▸ **Task objective**
Search the records for the word "Right". Copy every line where it appears.

Provided data START

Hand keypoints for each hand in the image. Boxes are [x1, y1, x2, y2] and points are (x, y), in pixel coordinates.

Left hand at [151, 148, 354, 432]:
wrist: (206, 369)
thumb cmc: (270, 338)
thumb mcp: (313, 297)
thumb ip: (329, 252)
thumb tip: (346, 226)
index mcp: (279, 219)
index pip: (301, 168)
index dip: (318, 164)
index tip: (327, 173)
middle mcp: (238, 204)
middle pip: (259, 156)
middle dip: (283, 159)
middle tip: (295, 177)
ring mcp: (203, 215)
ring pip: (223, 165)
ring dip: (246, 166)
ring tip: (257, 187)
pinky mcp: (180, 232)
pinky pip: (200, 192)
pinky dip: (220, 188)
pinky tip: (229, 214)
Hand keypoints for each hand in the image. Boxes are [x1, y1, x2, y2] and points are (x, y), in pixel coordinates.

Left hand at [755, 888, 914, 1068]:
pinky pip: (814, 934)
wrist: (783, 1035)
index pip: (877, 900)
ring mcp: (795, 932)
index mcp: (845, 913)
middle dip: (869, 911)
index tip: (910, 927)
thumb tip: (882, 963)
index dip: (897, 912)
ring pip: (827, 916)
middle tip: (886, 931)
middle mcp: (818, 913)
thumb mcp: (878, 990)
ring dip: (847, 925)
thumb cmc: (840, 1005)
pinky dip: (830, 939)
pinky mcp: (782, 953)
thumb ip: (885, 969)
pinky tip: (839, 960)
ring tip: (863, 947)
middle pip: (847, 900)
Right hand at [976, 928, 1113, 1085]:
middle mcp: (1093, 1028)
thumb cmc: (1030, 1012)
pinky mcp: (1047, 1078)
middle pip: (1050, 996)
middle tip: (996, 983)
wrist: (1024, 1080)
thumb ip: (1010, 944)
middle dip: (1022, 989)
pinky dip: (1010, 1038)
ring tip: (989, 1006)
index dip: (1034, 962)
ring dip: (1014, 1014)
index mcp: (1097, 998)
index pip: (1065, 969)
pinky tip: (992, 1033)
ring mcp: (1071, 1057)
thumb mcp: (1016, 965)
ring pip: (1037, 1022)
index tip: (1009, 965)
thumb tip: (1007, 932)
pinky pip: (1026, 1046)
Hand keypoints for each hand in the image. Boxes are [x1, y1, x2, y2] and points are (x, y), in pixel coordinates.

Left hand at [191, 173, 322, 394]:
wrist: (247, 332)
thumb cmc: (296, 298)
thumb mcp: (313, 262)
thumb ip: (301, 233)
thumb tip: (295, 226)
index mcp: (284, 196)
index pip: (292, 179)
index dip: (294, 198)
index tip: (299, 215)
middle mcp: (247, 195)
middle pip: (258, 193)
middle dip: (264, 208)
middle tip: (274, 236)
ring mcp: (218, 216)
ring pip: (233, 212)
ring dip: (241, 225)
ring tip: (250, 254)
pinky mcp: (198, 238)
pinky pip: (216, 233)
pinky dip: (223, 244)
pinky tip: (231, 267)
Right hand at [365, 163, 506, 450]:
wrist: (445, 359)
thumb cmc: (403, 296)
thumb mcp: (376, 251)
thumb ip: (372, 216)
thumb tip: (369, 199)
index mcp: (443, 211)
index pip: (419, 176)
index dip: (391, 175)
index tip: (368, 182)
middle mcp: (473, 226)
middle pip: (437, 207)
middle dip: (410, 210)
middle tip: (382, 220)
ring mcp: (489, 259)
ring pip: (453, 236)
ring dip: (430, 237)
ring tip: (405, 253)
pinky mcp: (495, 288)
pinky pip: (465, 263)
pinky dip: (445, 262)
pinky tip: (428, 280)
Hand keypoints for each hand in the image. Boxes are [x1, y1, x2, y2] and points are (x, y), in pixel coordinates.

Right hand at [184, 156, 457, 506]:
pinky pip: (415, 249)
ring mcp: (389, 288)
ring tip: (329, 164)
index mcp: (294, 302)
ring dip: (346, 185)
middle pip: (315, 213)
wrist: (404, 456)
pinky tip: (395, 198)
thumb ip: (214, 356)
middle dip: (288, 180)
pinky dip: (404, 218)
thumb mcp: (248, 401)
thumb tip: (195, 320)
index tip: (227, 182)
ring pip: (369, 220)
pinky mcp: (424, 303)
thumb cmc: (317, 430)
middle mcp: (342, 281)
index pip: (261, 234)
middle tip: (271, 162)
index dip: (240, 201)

Provided data END

▸ **Exercise answer**
Right hand at [976, 928, 1113, 1085]:
Right hand at [365, 163, 506, 450]:
Right hand at [184, 156, 457, 506]:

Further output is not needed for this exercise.